To extend our time-of-day observations, we analysed cellular responses to ex vivo activation. Here we found that the time-of-day effects were largely lost, but disease-specific differences remained. The inferred signalling networks activated included those served by multiple members of the MAP kinase family, again, and both STAT3 and STAT5. As the time-of-day differences were not seen in the ex vivo cell studies, we confined the analysis of disease-specific changes. Here, we identified a major change in the MAP kinase phosphosite on STAT3 (S727), again finding a disease-specific role for this transcription factor, a target of the IL-6-directed therapy in RA.

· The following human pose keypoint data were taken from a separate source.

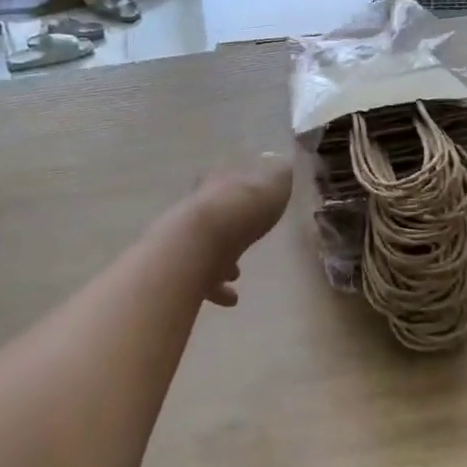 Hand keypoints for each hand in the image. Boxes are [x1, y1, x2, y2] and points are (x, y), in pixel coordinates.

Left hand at [185, 155, 293, 305]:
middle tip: (245, 242)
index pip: (227, 180)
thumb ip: (280, 175)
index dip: (241, 190)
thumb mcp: (274, 182)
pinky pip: (200, 279)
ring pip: (204, 248)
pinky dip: (215, 289)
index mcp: (220, 183)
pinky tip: (230, 300)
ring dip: (220, 261)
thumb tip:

Ceramides play a critical role in regulating inflammation and may be produced locally within foci of inflammation, or elsewhere (e.g. the liver). In our CIA mouse model, we found similar patterns of rhythm serum ceramides as emerged in human RA. The CIA mouse model offers the advantage of no drug exposures, and controlled whole-life environmental exposures, thereby greatly increasing confidence that the ceramides result from the inflammatory process. Conservation of the newly rhythmic ceramides in RA would suggest functional importance in response to chronic inflammation. Ceramides have emerged as important drivers of insulin resistance in type II diabetes [
36,
37]. Their emergence here as coupled to the circadian clock in RA suggests a possible role mediating the adverse metabolic profile associated with accelerated atherosclerosis in RA [
38,
39].
We also found oscillating ceramide synthases surprisingly in the liver, and not in the joint, suggesting the liver, or other organs such as the gut [
40], as the origin for the rhythmic ceramides and thereby identifying a systemic coupling of ceramide metabolism to joint inflammation. Further analysis showed that IL-1β, a rhythmically expressed cytokine in CIA [
21], with peak serum concentration at ZT6, inhibits hepatic
CERS4, resulting in a near coincident nadir in serum
CERS4 product ceramide concentration. A similar circadian organising effect of disease was reported for lung cancer, mediated by IL-6 [
34], or in response to changes in the gut microbiome, mediated by polyamine metabolites [
41]. Therefore, our data show that in human chronic inflammatory disease, circadian mechanisms are co-opted to establish a new homeostatic oscillatory state, but whether this is a disease-sustaining step remains to be determined.